What's this? I completely logical, reasonable stance on the whole affair? Shenanigans!! Shenanigans, I say!Somebloke said:Deceptive half-truths aside, both parties can claim customer convenience as their motive.
Steam wants to sell the whole "experience", not half products, so that you can purchase, auto-install and manage DLC and patches, etc, through Steamworks functionality, one place, without having to exit the game and run off to a separate web site, with its own billing system and then install manually - something that players of recent Bioware titles should be familiar with.
Origin wants to provide the same. You may not (yet) need Origin to just run your vanilla retail (...or other digital download service) copy, but if you care for patches and/or DLC, cloud syncing, etc, then Origin (with new Steamworks-like functionality) it is (regardless of where you bought the base game).

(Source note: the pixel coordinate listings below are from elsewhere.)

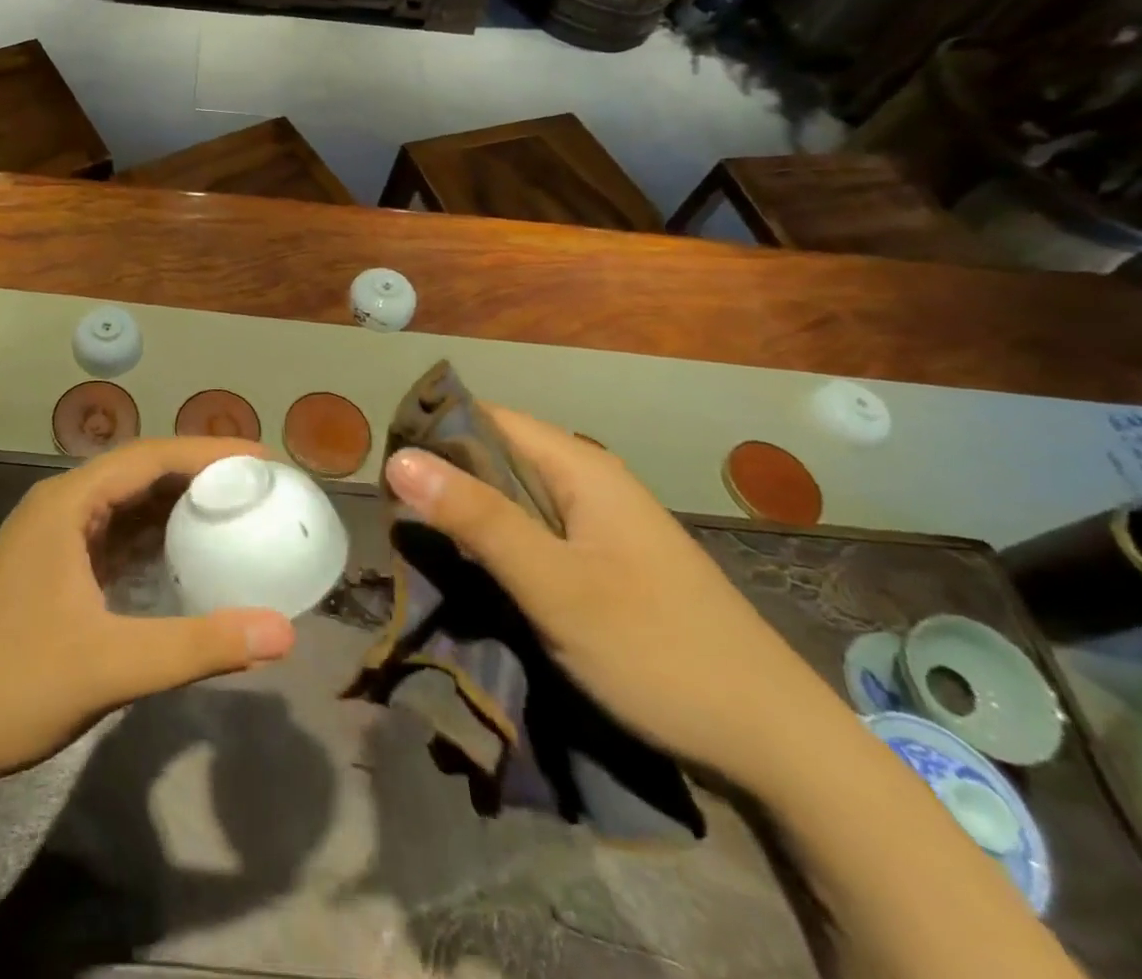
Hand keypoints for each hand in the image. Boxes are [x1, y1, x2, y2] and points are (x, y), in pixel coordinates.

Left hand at [0, 438, 296, 788]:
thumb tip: (284, 632)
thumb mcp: (113, 665)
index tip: (265, 461)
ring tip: (236, 509)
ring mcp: (55, 536)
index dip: (210, 452)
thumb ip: (199, 646)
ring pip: (128, 502)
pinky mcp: (55, 567)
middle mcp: (61, 505)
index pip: (151, 456)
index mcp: (67, 503)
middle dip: (200, 473)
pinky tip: (189, 552)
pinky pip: (116, 534)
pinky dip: (155, 535)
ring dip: (178, 502)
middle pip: (141, 471)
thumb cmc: (15, 687)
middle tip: (259, 484)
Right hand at [384, 407, 844, 787]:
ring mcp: (601, 524)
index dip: (433, 435)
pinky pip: (534, 533)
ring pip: (513, 498)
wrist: (777, 745)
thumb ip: (477, 519)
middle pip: (497, 456)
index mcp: (581, 467)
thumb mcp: (554, 584)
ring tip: (420, 547)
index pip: (487, 418)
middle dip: (444, 481)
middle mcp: (590, 482)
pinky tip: (473, 573)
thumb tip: (398, 459)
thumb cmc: (658, 650)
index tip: (386, 472)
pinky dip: (497, 544)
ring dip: (468, 517)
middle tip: (395, 519)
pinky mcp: (605, 563)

I very very much doubt Steam has any we-monopoly-you-obey clause - they just tightened terms to carrot-and-whip developers into providing a service that isn't fragmented. EDIT: ...and, of course, they want their cut of sales.
Throwing off Steam, on EA's part, means they lose the middle man, both concerning profit shares and access to customers - the latter since with a patching service of their own, they don't have to check their content changes with the third party that is Steam, but can reach you directly and develop new services at will. Also; by not providing Steamworks services, they only have to support one service framework, which just so happens to be their own.

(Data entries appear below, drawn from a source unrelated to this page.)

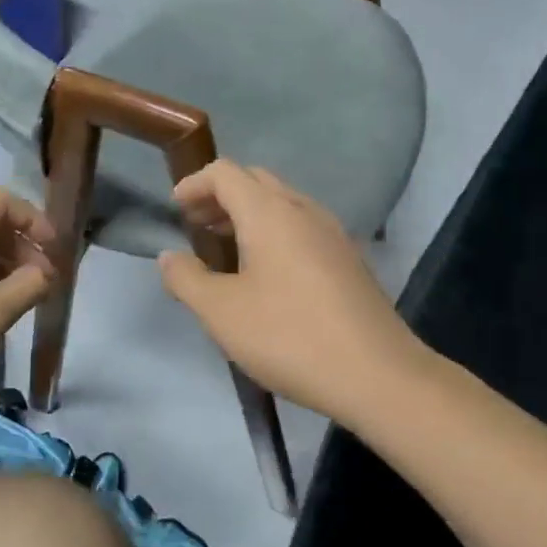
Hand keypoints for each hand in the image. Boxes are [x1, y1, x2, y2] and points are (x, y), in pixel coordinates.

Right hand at [158, 161, 431, 430]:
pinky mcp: (349, 259)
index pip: (226, 173)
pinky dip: (275, 232)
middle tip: (197, 225)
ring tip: (226, 248)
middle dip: (222, 196)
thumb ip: (187, 279)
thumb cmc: (289, 336)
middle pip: (256, 181)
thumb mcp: (222, 313)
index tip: (175, 208)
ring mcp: (333, 233)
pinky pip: (303, 227)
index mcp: (270, 212)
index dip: (195, 184)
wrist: (376, 373)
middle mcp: (304, 210)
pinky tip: (268, 272)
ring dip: (249, 214)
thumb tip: (170, 257)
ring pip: (283, 204)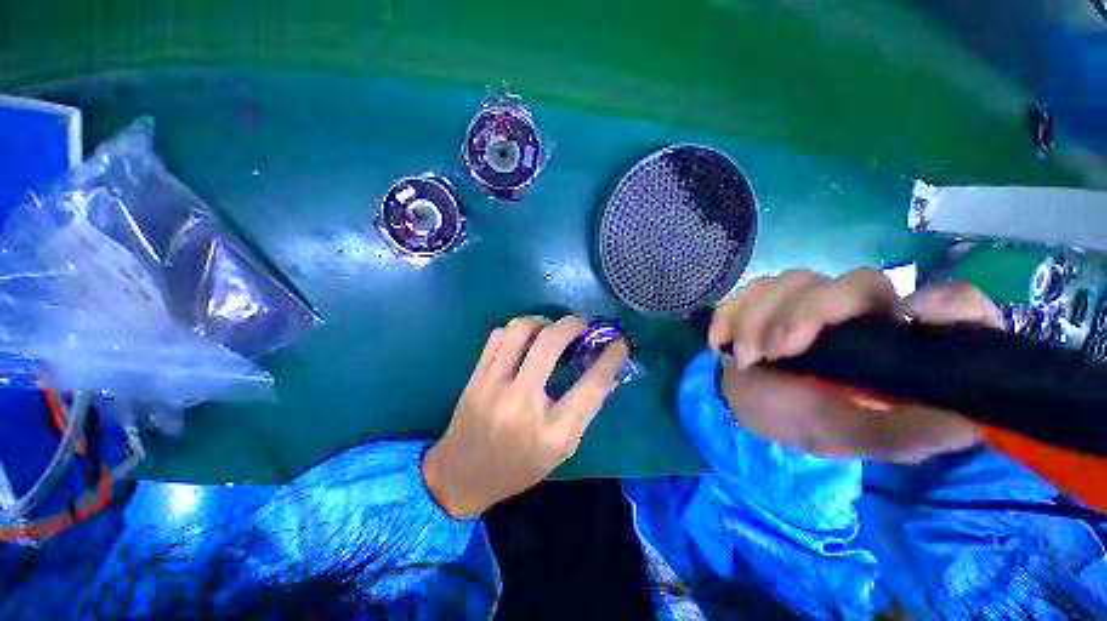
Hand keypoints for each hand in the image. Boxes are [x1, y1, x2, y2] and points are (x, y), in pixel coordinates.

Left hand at [424, 316, 628, 518]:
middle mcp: (522, 402)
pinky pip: (498, 335)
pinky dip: (517, 330)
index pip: (591, 385)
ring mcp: (493, 386)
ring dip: (542, 321)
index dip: (610, 358)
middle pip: (551, 343)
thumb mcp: (562, 449)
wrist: (461, 477)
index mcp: (552, 431)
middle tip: (582, 324)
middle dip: (573, 324)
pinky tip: (524, 339)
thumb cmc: (519, 468)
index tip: (619, 342)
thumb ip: (586, 410)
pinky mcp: (475, 376)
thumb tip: (608, 373)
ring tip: (550, 329)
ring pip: (520, 329)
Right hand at [708, 268, 1004, 462]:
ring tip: (744, 355)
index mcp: (899, 344)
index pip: (953, 305)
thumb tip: (968, 424)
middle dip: (807, 313)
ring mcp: (809, 298)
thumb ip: (902, 434)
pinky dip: (729, 314)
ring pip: (793, 281)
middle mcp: (862, 311)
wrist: (750, 404)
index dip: (947, 302)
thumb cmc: (806, 420)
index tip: (910, 314)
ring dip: (759, 317)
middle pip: (855, 283)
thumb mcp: (853, 438)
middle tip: (774, 351)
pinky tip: (721, 341)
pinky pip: (748, 290)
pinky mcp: (766, 297)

Mostly, though, I'm sure it's the 100% profit cut they are interested in.
The problem is that EA doesn't just outright say this, openly and honestly, instead trying to make statements aimed at the right angle to reality, in order to smear their competitor.
This doesn't do any good for their already dubious reputation and kind of makes you wonder just what they /really/ intend to do with all that new direct customer accessibility...
Joking aside, what you wrote here sums up my stance on the whole thing. EA trying to split off and do it's own thing with digital distribution services is fine. Even admirable. (though past and current experiences, even with Origin, have been less than ideal) And, in that regard, I'd normally have no issue at all with Battlefield 3 not being on Steam. Even when I consider how much better it'd be on Steam with the added feature sets Steam has. I'd still have no qualms buying the game and using something else to get my updates.
However, this blatant smear campaign EA has going is downright obnoxious. They are doing everything they can to put Valve in a tight spot, screwing them no matter what they do, and then using Valve's decisions as a way to paint them as the bad guys and EA as the victim. It's disgusting. Even more disgusting is the naive drones on the net that have been defending EA in all of this.
Whatever your stance on Steam, Valve, EA, Battlefield, or DD services, defending EA's actions in all of this is just downright stupid. It's juvenile, arrogant, and does nothing but hurt the consumers. Which is ironic as EA claims much of it's actions as of late have been in the best interest of the consumers.